> **WHAT IS EXPECTED**: The word to look for is "Bhakti". Report every line of the entries below that has it.

> **Dataset entries**:
● ● ● ●

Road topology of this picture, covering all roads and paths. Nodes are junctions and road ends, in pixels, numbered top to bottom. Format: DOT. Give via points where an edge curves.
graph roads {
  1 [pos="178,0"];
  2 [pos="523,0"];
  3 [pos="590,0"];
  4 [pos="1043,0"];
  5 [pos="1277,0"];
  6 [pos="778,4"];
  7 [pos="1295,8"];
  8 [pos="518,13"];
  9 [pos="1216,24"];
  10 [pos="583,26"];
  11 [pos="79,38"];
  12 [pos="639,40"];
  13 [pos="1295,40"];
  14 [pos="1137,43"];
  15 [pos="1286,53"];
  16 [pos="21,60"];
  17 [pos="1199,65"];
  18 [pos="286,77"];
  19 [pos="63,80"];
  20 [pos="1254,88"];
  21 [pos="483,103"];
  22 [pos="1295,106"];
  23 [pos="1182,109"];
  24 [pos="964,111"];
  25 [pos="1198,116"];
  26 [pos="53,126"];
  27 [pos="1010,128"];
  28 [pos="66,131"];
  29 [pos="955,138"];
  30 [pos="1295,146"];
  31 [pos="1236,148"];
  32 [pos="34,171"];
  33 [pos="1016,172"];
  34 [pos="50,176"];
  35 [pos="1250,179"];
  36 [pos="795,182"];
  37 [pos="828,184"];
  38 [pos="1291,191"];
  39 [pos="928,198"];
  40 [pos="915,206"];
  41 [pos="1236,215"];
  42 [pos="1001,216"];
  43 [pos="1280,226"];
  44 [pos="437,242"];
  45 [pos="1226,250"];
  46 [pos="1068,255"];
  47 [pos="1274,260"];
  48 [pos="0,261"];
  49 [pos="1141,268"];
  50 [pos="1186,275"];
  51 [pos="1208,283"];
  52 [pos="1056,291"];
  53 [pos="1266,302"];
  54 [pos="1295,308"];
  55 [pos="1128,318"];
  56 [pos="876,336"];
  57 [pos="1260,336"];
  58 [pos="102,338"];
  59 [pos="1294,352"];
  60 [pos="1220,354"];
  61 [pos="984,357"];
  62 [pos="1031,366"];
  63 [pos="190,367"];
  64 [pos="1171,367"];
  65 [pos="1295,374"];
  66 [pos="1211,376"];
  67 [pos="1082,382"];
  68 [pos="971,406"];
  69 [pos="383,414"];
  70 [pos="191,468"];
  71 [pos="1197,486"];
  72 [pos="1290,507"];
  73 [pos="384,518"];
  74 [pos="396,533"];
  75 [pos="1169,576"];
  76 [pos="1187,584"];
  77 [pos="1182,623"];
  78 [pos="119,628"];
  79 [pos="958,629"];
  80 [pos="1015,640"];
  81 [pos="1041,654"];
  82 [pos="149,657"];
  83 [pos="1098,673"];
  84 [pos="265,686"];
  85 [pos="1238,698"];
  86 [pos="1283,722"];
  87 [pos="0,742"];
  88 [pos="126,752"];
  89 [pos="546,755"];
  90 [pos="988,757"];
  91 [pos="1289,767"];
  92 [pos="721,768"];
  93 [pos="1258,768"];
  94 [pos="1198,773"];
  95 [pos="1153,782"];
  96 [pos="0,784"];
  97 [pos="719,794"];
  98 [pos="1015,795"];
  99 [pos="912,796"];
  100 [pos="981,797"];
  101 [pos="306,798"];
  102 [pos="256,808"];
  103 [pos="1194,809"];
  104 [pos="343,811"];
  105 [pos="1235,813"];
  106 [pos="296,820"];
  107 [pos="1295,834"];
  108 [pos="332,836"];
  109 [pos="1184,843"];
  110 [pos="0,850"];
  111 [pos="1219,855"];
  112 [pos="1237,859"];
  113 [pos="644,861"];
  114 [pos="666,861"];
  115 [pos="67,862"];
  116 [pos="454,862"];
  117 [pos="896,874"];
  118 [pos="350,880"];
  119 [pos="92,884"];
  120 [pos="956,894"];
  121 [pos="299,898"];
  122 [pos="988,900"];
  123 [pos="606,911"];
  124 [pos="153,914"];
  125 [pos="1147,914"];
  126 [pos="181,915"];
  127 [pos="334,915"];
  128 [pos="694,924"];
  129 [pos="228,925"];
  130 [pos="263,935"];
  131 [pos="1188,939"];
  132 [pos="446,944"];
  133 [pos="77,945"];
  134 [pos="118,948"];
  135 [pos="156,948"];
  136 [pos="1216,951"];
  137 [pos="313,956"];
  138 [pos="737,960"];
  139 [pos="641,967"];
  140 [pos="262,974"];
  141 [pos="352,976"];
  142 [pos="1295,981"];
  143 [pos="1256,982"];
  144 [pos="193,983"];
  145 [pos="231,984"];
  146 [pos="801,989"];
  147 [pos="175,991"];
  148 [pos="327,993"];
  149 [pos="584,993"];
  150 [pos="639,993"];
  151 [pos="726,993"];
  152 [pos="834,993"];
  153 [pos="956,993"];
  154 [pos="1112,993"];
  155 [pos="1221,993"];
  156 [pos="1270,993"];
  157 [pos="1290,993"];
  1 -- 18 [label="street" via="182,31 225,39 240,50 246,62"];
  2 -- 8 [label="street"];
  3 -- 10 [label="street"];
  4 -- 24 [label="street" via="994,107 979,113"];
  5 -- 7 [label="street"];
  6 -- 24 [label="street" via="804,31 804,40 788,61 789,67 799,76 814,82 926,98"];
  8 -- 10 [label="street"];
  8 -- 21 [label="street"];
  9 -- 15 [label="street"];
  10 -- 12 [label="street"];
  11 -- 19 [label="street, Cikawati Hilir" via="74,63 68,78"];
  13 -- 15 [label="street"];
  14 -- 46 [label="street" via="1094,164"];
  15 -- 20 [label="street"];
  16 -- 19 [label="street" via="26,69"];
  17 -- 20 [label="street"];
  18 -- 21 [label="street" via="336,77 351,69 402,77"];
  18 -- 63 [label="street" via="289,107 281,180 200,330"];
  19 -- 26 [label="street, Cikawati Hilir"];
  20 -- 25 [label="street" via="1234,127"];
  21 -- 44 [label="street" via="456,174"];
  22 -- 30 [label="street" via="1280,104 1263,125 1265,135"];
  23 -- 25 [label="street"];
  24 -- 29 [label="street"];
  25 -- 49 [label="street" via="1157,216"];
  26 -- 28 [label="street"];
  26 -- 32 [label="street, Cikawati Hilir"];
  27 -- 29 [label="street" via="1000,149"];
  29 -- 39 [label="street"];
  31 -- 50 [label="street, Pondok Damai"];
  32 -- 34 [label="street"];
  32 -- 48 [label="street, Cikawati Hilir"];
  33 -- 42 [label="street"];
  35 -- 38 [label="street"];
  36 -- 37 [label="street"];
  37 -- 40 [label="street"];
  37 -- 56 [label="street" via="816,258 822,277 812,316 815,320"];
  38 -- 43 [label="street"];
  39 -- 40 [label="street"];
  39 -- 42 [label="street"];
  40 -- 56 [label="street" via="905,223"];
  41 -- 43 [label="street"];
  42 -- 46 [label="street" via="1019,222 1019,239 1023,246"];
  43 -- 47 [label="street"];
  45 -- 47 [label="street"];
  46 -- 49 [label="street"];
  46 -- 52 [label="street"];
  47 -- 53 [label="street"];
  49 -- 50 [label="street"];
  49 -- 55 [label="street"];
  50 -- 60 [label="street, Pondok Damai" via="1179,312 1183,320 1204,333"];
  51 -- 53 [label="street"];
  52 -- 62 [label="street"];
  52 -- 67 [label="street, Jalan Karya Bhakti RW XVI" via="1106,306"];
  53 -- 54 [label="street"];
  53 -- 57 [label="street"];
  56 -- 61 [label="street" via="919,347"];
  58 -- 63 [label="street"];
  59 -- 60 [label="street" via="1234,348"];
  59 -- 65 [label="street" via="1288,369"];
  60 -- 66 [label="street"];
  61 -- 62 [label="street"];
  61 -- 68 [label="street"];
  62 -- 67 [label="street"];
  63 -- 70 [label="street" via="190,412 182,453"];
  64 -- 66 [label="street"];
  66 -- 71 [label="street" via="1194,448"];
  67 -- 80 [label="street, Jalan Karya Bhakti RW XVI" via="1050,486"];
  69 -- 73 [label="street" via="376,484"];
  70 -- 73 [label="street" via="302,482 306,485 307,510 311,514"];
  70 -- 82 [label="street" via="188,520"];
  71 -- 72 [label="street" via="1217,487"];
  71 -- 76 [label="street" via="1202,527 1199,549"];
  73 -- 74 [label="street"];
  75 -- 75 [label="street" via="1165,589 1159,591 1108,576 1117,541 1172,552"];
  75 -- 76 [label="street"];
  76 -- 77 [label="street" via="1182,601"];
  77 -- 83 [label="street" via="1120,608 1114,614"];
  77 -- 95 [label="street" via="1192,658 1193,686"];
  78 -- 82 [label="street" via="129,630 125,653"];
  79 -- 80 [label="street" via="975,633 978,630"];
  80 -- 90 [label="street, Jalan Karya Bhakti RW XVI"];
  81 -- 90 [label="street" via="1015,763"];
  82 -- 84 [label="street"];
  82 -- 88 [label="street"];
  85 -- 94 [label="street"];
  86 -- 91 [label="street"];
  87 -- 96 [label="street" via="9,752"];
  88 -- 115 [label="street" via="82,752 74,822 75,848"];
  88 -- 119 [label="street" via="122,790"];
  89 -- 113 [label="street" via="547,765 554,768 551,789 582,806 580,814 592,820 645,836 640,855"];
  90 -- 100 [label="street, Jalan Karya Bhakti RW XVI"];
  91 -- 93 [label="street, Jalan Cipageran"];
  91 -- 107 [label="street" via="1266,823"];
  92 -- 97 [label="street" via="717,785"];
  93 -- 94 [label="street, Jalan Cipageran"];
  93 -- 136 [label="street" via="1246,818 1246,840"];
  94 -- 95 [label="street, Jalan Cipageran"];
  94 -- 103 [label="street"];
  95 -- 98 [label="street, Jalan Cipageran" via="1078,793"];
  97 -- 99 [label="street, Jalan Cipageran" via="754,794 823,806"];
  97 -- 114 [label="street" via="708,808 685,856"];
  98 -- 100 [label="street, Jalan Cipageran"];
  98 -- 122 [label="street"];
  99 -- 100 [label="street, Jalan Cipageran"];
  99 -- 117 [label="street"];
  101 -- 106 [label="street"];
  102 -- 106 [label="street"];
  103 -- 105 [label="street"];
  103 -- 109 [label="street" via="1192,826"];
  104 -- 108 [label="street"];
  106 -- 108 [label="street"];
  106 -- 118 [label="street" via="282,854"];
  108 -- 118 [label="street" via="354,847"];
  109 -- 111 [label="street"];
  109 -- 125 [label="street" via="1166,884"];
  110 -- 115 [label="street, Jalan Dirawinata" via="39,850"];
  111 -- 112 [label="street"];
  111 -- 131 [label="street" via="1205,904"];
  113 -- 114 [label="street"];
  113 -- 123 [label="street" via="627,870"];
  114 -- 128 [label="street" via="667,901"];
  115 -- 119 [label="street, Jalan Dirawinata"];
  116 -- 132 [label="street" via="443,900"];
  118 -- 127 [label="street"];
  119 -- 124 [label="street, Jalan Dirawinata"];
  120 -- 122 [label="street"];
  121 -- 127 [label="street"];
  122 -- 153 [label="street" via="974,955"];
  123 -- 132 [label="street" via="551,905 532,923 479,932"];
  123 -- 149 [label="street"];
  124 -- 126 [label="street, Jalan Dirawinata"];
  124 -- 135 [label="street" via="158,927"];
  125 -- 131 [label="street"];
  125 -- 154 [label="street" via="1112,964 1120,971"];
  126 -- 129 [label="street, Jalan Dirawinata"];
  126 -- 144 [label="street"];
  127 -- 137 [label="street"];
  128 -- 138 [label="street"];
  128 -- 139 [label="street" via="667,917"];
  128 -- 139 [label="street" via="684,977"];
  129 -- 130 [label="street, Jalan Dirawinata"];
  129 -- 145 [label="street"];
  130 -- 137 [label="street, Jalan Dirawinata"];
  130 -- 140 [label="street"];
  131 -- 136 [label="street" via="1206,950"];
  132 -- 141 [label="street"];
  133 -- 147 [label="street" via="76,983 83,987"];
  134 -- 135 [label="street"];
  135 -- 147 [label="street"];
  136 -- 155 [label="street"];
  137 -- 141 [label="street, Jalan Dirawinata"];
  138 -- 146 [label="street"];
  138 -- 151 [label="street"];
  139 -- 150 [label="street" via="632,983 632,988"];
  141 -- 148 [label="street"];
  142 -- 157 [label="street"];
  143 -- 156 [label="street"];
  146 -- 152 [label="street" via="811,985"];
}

● ● ● ●

> **SOLUTION TO THE EXERCISE**:
  52 -- 67 [label="street, Jalan Karya Bhakti RW XVI" via="1106,306"];
  67 -- 80 [label="street, Jalan Karya Bhakti RW XVI" via="1050,486"];
  80 -- 90 [label="street, Jalan Karya Bhakti RW XVI"];
  90 -- 100 [label="street, Jalan Karya Bhakti RW XVI"];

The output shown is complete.